The meeting will look different than past ones due to health precautions.
The 25 people in the meeting will include the 15 confirmed head of departments, plus Shalanda Young, the acting director of the Office of Management and Budget, since Biden’s initial choice for the role, Neera Tanden, withdrew her nomination due to opposition in the Senate.
Vice President Kamala Harris and White House chief of staff Ron Klain, both members of the Cabinet, will also be in attendance, along with some other senior White House staff, according to the White House.
The meeting will look different than previous ones due to the COVID-19 pandemic. Instead of taking place in the Cabinet room, the traditional venue, the group will gather in the East Room to abide by public health guidelines and allow for social distancing, a White House official said.
The gathering is timed to follow Biden’s launch of the first portion of his new infrastructure plan, the a multi-trillion dollar proposal aimed at traditional infrastructure projects to repair roads, rails and bridges, but which also includes billions to expand broadband internet access, community-based care for elderly Americans and investments in clean energy.
“It’s not a plan that tinkers around the edges,” Biden said in a speech in Pittsburgh Wednesday. “It’s a once-in-a-generation investment in America, unlike anything we’ve seen or done since we built the interstate highway system and the space race decades ago. In fact, it’s the largest American jobs investment since World War II.”

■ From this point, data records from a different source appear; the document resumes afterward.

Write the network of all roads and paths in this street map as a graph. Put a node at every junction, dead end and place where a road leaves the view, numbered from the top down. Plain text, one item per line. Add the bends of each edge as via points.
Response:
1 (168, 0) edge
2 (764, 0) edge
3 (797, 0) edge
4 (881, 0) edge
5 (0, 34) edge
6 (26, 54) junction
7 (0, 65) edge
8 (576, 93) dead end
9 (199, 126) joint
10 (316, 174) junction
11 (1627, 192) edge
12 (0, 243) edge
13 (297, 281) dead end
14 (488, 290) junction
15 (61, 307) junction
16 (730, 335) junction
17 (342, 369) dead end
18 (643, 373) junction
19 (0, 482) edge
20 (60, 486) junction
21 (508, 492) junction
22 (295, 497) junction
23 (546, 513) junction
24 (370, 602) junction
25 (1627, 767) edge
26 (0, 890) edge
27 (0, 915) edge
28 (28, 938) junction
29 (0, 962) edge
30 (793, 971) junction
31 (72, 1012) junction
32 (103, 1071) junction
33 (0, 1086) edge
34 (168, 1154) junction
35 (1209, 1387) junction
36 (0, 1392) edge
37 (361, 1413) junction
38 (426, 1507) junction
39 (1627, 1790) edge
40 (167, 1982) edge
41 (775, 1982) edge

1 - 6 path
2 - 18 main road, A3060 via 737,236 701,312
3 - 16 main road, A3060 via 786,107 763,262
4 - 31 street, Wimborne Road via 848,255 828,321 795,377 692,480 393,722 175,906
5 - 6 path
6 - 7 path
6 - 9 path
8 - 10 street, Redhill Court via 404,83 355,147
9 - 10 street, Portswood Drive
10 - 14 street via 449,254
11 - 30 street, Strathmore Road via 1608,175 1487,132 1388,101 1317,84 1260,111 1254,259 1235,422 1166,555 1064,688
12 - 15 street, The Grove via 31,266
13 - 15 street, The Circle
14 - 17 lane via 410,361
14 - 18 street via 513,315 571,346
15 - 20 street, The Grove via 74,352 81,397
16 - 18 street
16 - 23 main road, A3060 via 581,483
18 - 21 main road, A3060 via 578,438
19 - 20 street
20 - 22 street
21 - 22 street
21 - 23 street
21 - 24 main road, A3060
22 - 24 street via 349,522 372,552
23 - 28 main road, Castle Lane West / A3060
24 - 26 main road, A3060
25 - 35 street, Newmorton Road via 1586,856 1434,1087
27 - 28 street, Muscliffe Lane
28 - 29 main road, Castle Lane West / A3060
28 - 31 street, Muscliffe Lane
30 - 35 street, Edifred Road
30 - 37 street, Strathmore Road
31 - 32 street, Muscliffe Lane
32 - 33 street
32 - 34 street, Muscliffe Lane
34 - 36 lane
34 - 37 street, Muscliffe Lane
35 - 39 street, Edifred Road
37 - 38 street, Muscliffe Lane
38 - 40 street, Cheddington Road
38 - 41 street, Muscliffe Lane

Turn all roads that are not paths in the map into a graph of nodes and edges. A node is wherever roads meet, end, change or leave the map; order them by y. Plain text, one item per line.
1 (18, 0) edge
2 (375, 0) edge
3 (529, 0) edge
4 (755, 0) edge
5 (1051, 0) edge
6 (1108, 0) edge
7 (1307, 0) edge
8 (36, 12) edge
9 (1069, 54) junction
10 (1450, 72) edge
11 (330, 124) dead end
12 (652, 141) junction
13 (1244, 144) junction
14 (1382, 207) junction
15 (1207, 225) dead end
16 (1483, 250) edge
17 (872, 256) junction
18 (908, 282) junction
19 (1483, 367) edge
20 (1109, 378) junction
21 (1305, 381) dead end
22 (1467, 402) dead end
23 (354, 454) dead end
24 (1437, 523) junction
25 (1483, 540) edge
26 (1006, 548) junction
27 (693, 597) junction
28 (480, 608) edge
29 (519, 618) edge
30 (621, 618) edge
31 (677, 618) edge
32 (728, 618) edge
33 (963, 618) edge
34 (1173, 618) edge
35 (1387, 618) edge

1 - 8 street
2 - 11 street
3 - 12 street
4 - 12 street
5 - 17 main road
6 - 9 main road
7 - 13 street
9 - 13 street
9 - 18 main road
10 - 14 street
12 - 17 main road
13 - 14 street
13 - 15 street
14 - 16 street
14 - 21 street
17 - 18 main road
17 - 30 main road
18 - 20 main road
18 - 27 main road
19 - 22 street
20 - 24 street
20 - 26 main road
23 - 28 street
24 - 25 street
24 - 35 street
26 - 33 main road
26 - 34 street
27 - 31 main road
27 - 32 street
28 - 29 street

The president on Thursday will highlight how the plan will “rebuild our infrastructure, strengthen American manufacturing, and position us to out-compete China,” White House Deputy Press Secretary Andrew Bates said in a statement Wednesday.
The meeting will also focus on continued implementation and communication on Biden’s $1.9 trillion COVID relief bill, as well as outline the role many Cabinet members will play on infrastructure, according to a White House official.
“I can’t wait,” Transportation Secretary Pete Buttigieg said Thursday morning on CNN of the meeting. “We’re interacting all the time because we’re on lots of interagency video conferences, as you might imagine, whether it’s about COVID or about the infrastructure plan, and whenever I’m looking at that screen, I’m just awed and humbled to be in the company of such amazing people.”
“It’s one thing to see it on a Zoom screen, but I can’t wait to be looking around the room and seeing this Cabinet in real life.”
The meeting will likely draw a sharp contrast to former President Donald Trump’s first Cabinet meeting in June 2017, in which participants offered effusive praise for the then-president, who offered his own praise for his administration’s accomplishments despite no major legislation yet passing through Congress.
“We thank you for the opportunity to and the blessing to serve your agenda,” Reince Priebus, Trump’s chief of staff at the time, said during the meeting.